Carta à minha memória

Filipa Vera Jardim
Filipa Vera Jardim
Mantém o blogue literário “Chez George Sand” onde escreve regularmente.

XXIX. A Ausência.

Minha memória,

Sabes que eu recordo. Recordo com muito gosto tudo o que me envias e recordo cada uma das lembranças, por vezes, como se de acontecimento presente se tratasse.

Não sei, aliás, e na maioria das vezes, onde está a minha verdadeira vida, se nos passos do meu caminho diário com cada uma das suas tarefas que me enchem as horas, se na recapitulação aturada e agradável de tudo o que se passou. E, que volta de alguma forma a acontecer sempre que é recordado.

Reviver, pode ser afinal uma forma de viver tão ou mais completa do que a presencial. A única diferença está no factor tempo e no factor espaço. É que numa, a que se recorda, há dois espaços e dois tempos que se interpenetram e se completam. Na outra, a que se vive agora, neste preciso momento e pela primeira vez, o espaço e o tempo são únicos.

E é sobre esta memória recente, do que se viveu no espaço e no tempo de ontem, de anteontem, que te quero agora falar.

De repente, o que me trazes para recordar vem impregnado de ausência, minha memória.

Uma ausência forte e com cheiro acre.

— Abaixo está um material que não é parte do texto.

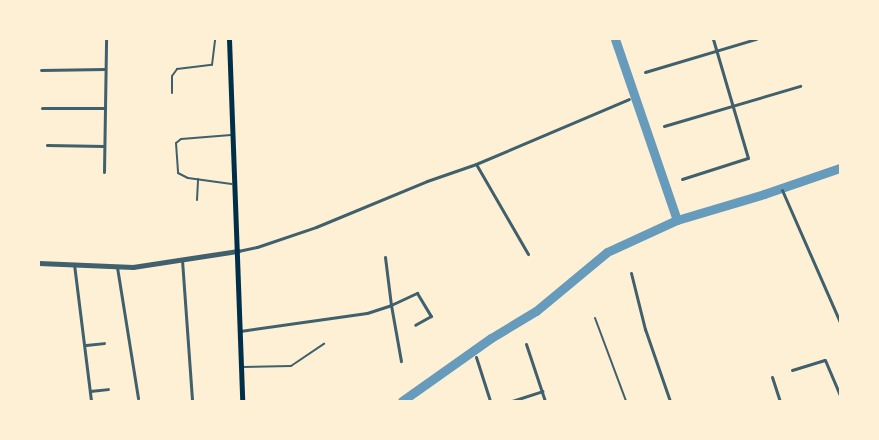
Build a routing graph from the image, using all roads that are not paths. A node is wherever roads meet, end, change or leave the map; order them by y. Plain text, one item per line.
1 (106, 39) edge
2 (215, 39) edge
3 (230, 39) edge
4 (713, 39) edge
5 (756, 39) edge
6 (716, 51) junction
7 (105, 69) junction
8 (41, 70) dead end
9 (645, 72) dead end
10 (800, 86) dead end
11 (172, 93) dead end
12 (629, 99) dead end
13 (733, 106) junction
14 (42, 108) dead end
15 (105, 108) junction
16 (664, 126) dead end
17 (233, 135) junction
18 (47, 145) dead end
19 (104, 146) junction
20 (476, 164) junction
21 (104, 172) dead end
22 (198, 179) junction
23 (682, 179) dead end
24 (235, 184) junction
25 (782, 190) dead end
26 (196, 200) dead end
27 (238, 251) junction
28 (528, 254) dead end
29 (385, 257) dead end
30 (182, 259) junction
31 (39, 263) edge
32 (74, 264) junction
33 (117, 267) junction
34 (631, 273) dead end
35 (391, 306) junction
36 (595, 318) dead end
37 (840, 322) edge
38 (415, 325) dead end
39 (240, 331) junction
40 (104, 343) dead end
41 (324, 344) dead end
42 (526, 344) dead end
43 (86, 345) junction
44 (476, 357) dead end
45 (401, 361) dead end
46 (241, 367) junction
47 (792, 370) dead end
48 (772, 377) dead end
49 (108, 389) dead end
50 (90, 391) junction
51 (542, 391) junction
52 (840, 396) edge
53 (138, 398) dead end
54 (91, 401) edge
55 (192, 401) edge
56 (242, 401) edge
57 (490, 401) edge
58 (512, 401) edge
59 (545, 401) edge
60 (626, 401) edge
61 (670, 401) edge
62 (780, 401) edge

1 - 7 street
2 - 11 lane
3 - 17 main road
4 - 6 street
5 - 6 street
6 - 9 street
6 - 13 street
7 - 8 street
7 - 15 street
10 - 13 street
12 - 20 street
13 - 16 street
13 - 23 street
14 - 15 street
15 - 19 street
17 - 22 lane
17 - 24 main road
18 - 19 street
19 - 21 street
20 - 27 street
20 - 28 street
22 - 24 lane
22 - 26 lane
24 - 27 main road
25 - 37 street
27 - 30 street
27 - 39 main road
29 - 35 street
30 - 33 street
30 - 55 street
31 - 32 street
32 - 33 street
32 - 43 street
33 - 53 street
34 - 61 street
35 - 38 street
35 - 39 street
35 - 45 street
36 - 60 lane
39 - 46 main road
40 - 43 street
41 - 46 lane
42 - 51 street
43 - 50 street
44 - 57 street
46 - 56 main road
47 - 52 street
48 - 62 street
49 - 50 street
50 - 54 street
51 - 58 street
51 - 59 street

Uma ausência descolorida e baça como são todas as ausências e, isso marca absolutamente cada uma das minhas recordações.

Seja um pôr-do-sol, um momento de refeição, um passeio ao entardecer, seja uma gargalhada, um pensamentos, uma fotografia… Lá está: a ausência

Não há, efectivamente, ninguém para partilhar uma única lembrança.

Ninguém na refeição que recordo. Apenas um prato de comida que se agiganta.

Ninguém ao por desse sol que aparece único, a encobrir todo o resto do dia que se passou.

Ninguém num passeio ao entardecer. Apenas as cores, as folhas balouçantes das árvores, as plantas.

As únicas gargalhadas de que me lembro são as minhas. O pensamento é o meu, a fotografia é sempre tirada por mim, em termos de auto retrato ou a enquadrar a natureza e essa ausência.

Tomar conhecimento de que a ausência de repente se sentou na minha vida, nas nossas vidas é perceber que de alguma forma uma grande parte dessa mesma vida foi embotada.

Recordar de nós é bom, mas não chega. A presença do outro completa-nos, afaga-nos, faz com que nos reconheçamos em comparação e em partilha, em sintonia e em conflito. Coisas que são na sua essência motores que nos fazem progredir.

Ninguém vive sozinho porque a viver sozinho pouco se constrói.

Ninguém se lembra sozinho porque são os passos dos outros que nos completam, nos alegram, nos entristecem e nos preenchem.

O conflito com o outro, a diferença insanável é parte integrante da nossa humanidade que se quer única. Da mesma forma que o são todas as tentativas de concórdia e de harmonia.

Ao perceber o outro, entendemo-nos a nós mesmos naquilo que, de outra forma, possivelmente nem nos aperceberíamos.

Somos, afinal, com o outro e contra o outro. É por isso que esta ausência que sentimos nos passos que damos agora e nas recordações nos angustia imensamente, nos tolhe e nos empurra para um qualquer lugar onde seremos certamente muito menos humanos.